Here you will create a perceptron learning algorithm, as described in class, and test it on a linearly separable data set that will be supplied.
w1 x1 + w2 x2 + w3 x3 + w4 x4 = 1
(You will create the normalized weights by dividing your perceptron weights w1, w2, w3, and w4 by -w0, the weight corresponding to the special "offset" feature.)

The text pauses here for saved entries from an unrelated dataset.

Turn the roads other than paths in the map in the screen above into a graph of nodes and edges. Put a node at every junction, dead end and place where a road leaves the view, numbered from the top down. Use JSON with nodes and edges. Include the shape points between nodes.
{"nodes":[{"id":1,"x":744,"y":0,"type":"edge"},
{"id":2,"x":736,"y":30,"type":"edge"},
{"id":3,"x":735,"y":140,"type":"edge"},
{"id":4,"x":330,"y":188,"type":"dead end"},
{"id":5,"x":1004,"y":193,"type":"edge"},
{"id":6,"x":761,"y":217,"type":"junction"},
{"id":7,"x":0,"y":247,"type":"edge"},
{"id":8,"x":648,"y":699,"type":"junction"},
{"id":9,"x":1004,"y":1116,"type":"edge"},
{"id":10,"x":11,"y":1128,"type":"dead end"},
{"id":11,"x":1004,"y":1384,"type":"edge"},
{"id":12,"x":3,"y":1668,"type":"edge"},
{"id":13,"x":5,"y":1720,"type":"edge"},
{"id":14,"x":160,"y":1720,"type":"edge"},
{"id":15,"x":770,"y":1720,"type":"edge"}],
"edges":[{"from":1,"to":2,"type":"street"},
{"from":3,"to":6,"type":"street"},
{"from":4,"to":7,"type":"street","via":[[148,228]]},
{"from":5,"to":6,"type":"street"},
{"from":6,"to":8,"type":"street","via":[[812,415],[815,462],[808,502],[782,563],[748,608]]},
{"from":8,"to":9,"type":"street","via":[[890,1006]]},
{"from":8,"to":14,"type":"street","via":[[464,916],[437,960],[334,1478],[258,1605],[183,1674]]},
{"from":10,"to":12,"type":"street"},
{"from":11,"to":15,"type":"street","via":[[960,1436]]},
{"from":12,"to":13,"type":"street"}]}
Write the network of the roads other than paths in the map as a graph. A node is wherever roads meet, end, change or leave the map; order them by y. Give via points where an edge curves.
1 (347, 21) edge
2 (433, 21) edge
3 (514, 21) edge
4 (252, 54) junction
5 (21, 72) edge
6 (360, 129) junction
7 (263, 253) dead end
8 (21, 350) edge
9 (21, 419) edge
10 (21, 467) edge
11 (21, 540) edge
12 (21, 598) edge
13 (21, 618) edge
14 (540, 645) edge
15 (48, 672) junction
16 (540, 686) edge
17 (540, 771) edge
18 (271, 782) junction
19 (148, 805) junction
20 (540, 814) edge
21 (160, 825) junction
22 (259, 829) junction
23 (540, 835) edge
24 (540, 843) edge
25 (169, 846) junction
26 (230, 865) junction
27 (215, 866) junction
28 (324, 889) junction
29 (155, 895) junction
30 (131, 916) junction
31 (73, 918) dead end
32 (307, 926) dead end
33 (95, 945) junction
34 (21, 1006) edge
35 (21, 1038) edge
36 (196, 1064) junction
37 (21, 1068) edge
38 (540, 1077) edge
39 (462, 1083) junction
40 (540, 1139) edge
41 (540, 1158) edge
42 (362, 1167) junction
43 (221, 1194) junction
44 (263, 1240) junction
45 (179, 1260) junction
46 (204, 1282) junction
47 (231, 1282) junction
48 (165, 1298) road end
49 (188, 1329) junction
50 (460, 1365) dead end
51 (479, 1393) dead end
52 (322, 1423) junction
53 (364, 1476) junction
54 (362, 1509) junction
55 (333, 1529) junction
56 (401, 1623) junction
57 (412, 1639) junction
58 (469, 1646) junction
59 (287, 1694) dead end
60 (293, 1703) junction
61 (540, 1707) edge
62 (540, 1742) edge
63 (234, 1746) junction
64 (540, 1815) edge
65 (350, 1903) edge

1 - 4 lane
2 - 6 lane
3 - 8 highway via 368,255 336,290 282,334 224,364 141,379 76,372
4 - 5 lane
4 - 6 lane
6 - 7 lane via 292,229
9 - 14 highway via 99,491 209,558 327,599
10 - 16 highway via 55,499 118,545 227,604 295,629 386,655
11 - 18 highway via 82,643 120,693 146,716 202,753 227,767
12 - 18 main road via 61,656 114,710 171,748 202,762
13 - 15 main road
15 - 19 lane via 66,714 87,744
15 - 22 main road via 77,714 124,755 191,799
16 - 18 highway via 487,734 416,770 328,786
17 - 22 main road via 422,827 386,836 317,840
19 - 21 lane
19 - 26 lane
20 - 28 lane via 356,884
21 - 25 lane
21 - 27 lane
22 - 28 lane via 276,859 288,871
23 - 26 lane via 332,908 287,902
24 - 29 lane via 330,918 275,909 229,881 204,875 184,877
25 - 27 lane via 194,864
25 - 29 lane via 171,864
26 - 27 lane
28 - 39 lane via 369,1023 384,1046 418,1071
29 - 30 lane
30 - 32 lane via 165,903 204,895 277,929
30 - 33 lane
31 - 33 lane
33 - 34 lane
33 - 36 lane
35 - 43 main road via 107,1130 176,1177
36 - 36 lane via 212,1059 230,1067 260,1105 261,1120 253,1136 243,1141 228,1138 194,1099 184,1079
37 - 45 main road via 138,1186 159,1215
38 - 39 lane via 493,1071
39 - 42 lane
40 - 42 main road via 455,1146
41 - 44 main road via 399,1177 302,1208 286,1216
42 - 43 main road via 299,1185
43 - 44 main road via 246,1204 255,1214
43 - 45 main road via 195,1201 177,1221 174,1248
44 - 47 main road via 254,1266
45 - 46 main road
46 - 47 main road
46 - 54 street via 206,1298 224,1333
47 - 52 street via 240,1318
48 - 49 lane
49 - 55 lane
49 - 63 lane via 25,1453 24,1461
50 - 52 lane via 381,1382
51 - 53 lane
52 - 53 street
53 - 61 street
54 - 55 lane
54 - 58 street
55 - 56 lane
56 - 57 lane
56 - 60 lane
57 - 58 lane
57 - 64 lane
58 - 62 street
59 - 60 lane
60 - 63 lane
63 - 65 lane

[jaa@jaa-laptop Perceptron]$ perceptron.pl perceptronData.txt Iteration 1, total mistakes 152 Iteration 2, total mistakes 225 Iteration 3, total mistakes 283 Iteration 4, total mistakes 339 Iteration 5, total mistakes 341 Iteration 6, total mistakes 341 Classifier weights: -17 1.62036704608359 3.27065807088159 4.63999040888332 6.79421449422058 8.26056991916346 9.36697370729981 Normalized with threshold: 0.0953157085931524 0.192391651228329 0.272940612287254 0.399659676130622 0.485915877597851 0.550998453370577
(Note: The output above corresponds to running on a different data set than yours which has six dimensions as opposed to four. Your results will be different, but you should convey the same information as above.)
You should prepare a report describing your results above for (1) linear regression and logistic regression with stochastic and batch gradient descent and (2) the perceptron algorithm. You should also submit your code. You may hand in your report on paper or via e-mail, and you should submit your code via e-mail.